Aim of the task> Each image should be skipped while the records are restated word for word.

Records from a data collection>

————

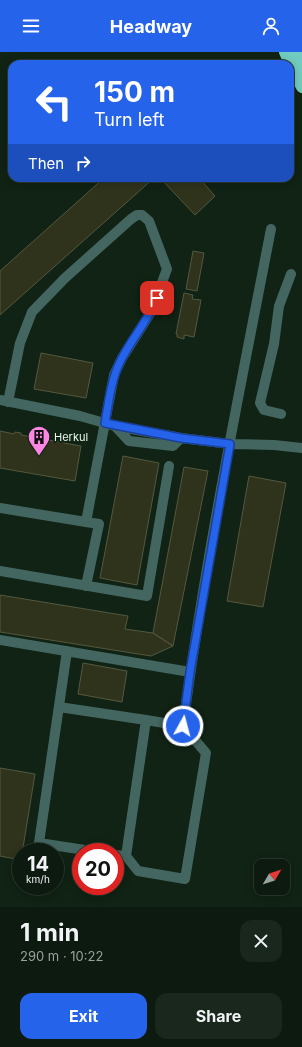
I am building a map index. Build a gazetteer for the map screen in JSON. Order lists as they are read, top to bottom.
{
  "places": {
    "building": ["Herkul"]
  },
  "north": "top right",
  "page": {
    "header": "Headway",
    "turn": ["150 m", "Turn left"],
    "then": "Then",
    "speed": "14 km/h",
    "limit": "20",
    "heading": ["1 min", "290 m · 10:22"],
    "buttons": ["Exit", "Share"]
  }
}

————

Output below>
I am building a map index. Build a gazetteer for the map screen in JSON. Order lists as they are read, top to bottom.
{
  "places": {
    "building": ["Herkul"]
  },
  "north": "top right",
  "page": {
    "header": "Headway",
    "turn": ["150 m", "Turn left"],
    "then": "Then",
    "speed": "14 km/h",
    "limit": "20",
    "heading": ["1 min", "290 m · 10:22"],
    "buttons": ["Exit", "Share"]
  }
}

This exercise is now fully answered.